In een filmische stroom lijkt het alsof er steeds nieuwe personages verschijnen en ik moet te weten komen welk verhaal ze in zich dragen.
De bijna 750 woorden die deze zin voorafgaan, zijn echter quasi stilzwijgend over een pertinente ingreep in de beleving. Mijn fort is geen theaterzaal; mijn blik is eenzaam in haar fysieke omgeving. Maar mijn blik is ook geleid. Mijn gewoonlijke verdrinken in een veelheid aan details en articulaties krijgt plots een kader. In een filmische stroom lijkt het alsof er steeds nieuwe personages verschijnen en ik moet te weten komen welk verhaal ze in zich dragen. Terwijl ik me van die opgedrongen eis probeer los te wrikken, merk ik hoe weinig ruimte ik voel in mijn zoektocht naar verholen patronen en verborgen gestes. Mijn claustrofobische neigingen borrelen op, al zorgt het brede raam dat dienstdoet als achtergrond voor tempering. De bedrijvigheid in de appartementen die aan het gebouwencomplex van Rosas grenzen, toont transparantie in haar ruiterlijke vorm.
De gaze die de camera aanreikt, anticipeert echter haar beknotting in een potentieel tot wegdromen. Ik zie druppels zweet opborrelen uit opperste concentratie; een glimlach van genot verschijnen op een vermoeid lichaam. Ik zie tekens (‘ja!’) die elkaars dynamiek tot een onwrikbaar geheel lijmen; broeken en rokken die omhoog gaan om het scheuren van de stof te omzeilen.
Maar het meest van al zie ik een dozijn mensen die energie halen uit interacties, uit samen-zijn.
Drumming is een race, maar wel een die je vasthoudt op het puntje van de zetel.

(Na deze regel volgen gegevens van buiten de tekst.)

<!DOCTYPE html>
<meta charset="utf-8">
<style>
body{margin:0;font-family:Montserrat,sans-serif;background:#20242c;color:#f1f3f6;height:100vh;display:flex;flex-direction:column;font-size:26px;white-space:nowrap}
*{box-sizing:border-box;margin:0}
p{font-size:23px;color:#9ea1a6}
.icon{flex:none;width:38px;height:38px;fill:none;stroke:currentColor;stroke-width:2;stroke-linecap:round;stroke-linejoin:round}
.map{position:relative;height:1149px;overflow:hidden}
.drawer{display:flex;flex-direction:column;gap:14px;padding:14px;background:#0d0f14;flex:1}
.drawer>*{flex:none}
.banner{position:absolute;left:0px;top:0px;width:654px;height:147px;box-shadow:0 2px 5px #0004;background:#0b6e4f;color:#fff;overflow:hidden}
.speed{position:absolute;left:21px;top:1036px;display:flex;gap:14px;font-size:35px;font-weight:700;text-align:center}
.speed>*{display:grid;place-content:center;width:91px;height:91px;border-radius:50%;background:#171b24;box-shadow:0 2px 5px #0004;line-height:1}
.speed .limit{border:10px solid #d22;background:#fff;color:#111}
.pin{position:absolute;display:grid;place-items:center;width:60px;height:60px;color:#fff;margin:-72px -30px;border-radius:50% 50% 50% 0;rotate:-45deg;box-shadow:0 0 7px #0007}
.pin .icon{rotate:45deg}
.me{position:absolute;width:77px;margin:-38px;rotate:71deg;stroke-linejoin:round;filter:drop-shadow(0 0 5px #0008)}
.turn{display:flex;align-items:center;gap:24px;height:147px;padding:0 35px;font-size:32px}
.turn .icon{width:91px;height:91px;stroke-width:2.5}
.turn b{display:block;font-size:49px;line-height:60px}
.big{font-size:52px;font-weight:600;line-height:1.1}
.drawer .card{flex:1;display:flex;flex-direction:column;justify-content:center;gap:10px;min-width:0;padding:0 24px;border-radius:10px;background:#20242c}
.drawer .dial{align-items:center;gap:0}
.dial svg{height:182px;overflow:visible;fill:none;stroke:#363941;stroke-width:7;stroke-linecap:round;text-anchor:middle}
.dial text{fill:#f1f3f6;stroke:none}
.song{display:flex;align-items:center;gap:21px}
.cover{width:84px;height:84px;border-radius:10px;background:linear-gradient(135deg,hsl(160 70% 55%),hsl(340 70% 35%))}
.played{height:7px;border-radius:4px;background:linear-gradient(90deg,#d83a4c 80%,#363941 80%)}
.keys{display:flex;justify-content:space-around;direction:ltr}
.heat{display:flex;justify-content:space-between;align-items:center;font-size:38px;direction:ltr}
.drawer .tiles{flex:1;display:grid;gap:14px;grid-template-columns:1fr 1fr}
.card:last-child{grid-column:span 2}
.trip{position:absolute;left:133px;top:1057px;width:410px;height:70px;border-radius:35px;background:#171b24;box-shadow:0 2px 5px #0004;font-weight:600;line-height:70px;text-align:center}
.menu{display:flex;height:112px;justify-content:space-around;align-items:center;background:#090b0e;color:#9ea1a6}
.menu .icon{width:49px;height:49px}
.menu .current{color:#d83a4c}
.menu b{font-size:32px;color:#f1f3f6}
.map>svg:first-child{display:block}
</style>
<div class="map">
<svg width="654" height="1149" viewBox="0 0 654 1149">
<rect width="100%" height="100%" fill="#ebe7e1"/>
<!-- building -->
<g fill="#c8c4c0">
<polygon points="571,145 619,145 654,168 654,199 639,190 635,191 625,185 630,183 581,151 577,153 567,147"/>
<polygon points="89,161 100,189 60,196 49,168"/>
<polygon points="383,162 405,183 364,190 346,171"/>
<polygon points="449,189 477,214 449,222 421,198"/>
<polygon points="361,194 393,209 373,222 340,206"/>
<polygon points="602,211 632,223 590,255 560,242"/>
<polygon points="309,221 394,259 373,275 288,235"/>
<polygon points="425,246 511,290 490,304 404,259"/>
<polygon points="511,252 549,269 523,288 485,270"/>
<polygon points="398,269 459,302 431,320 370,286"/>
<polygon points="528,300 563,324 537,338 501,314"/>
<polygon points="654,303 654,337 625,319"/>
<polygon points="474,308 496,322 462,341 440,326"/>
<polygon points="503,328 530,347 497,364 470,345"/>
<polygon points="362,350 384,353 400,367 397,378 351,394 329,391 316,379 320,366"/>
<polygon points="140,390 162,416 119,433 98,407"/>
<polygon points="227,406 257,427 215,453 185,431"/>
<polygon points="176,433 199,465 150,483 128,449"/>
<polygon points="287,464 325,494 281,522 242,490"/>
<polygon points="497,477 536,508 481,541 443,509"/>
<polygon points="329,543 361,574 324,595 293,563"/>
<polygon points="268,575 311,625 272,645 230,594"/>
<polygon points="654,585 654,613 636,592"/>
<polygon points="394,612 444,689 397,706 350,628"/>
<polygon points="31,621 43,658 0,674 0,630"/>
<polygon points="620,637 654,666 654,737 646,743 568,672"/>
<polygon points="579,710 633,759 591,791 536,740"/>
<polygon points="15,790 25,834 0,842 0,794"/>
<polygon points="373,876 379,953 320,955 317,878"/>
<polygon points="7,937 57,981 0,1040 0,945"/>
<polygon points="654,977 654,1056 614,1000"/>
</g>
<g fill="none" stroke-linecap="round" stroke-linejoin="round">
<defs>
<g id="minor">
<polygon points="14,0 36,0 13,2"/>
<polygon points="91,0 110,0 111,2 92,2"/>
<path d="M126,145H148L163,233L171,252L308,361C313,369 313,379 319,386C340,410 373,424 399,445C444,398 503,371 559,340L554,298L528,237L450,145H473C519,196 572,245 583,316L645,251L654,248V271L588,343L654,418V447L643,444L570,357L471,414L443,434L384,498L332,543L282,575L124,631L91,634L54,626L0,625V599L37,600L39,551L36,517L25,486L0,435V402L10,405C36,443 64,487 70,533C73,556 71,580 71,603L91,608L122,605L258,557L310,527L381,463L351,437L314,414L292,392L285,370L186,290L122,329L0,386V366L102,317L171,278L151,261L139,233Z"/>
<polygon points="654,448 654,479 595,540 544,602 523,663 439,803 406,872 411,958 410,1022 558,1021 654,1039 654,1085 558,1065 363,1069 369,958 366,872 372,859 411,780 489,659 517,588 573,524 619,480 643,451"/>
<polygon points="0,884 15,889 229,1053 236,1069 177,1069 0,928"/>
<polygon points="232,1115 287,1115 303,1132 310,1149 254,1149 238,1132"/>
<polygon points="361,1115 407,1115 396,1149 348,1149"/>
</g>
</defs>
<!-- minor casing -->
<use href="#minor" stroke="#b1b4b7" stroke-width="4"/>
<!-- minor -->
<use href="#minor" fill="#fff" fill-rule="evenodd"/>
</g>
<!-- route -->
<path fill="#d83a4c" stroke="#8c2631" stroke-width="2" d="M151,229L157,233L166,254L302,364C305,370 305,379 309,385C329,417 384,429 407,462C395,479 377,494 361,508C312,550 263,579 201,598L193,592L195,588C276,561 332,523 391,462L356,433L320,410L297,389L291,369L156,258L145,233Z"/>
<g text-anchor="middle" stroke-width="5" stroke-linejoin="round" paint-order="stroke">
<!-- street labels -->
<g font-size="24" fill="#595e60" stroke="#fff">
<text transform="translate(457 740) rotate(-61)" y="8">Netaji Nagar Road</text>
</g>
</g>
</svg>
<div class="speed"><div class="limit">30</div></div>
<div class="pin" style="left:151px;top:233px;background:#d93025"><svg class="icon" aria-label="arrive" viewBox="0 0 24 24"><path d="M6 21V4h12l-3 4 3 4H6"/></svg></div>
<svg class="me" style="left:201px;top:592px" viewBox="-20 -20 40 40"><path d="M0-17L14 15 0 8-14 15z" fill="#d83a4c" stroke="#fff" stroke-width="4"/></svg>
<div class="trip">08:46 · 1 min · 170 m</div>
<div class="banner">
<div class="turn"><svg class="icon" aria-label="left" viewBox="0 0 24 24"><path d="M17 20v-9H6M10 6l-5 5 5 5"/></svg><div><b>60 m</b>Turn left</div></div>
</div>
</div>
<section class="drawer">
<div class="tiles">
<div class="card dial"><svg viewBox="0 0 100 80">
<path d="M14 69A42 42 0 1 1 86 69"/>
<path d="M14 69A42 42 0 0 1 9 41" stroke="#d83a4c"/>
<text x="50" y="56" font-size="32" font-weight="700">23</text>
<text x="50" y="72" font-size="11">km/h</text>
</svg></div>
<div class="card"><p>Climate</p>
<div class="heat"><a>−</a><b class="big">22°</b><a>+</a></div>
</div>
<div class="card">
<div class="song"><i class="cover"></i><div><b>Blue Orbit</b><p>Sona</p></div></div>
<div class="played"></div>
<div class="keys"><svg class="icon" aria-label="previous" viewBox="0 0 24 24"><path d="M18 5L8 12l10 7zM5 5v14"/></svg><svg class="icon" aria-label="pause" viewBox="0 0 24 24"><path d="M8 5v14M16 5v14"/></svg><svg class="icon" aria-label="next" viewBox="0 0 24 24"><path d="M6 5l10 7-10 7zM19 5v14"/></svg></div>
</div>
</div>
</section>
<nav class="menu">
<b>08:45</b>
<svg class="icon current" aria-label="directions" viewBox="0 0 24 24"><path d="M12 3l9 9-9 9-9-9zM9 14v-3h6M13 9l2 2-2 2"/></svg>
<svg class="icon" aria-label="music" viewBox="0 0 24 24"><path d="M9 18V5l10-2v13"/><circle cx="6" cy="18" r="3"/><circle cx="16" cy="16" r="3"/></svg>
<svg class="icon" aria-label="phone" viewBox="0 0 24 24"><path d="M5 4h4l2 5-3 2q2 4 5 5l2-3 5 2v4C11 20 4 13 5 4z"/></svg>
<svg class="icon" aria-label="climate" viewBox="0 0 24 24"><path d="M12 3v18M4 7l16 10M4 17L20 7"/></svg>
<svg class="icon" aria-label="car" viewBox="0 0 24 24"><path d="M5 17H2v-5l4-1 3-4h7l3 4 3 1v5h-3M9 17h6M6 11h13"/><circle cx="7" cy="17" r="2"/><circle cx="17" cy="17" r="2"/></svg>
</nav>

Dat het oog niet aan zijn lot wordt overgelaten, wordt ruimschoots opgevangen door het gevoel van menselijkheid dat de woonkamer binnensijpelt en zich als een troostend deken om je heen wikkelt, enkele uren na het aankondigen van een nieuwe periode van blijf-in-je-kot. Dat de cameramensen (leve genderneutrale jobtitels) ieder paar minuten in beeld verschijnen, is een charmante toevoeging tot het aura van dit moedige, en in haar lichtheid krachtige, tegenoffensief.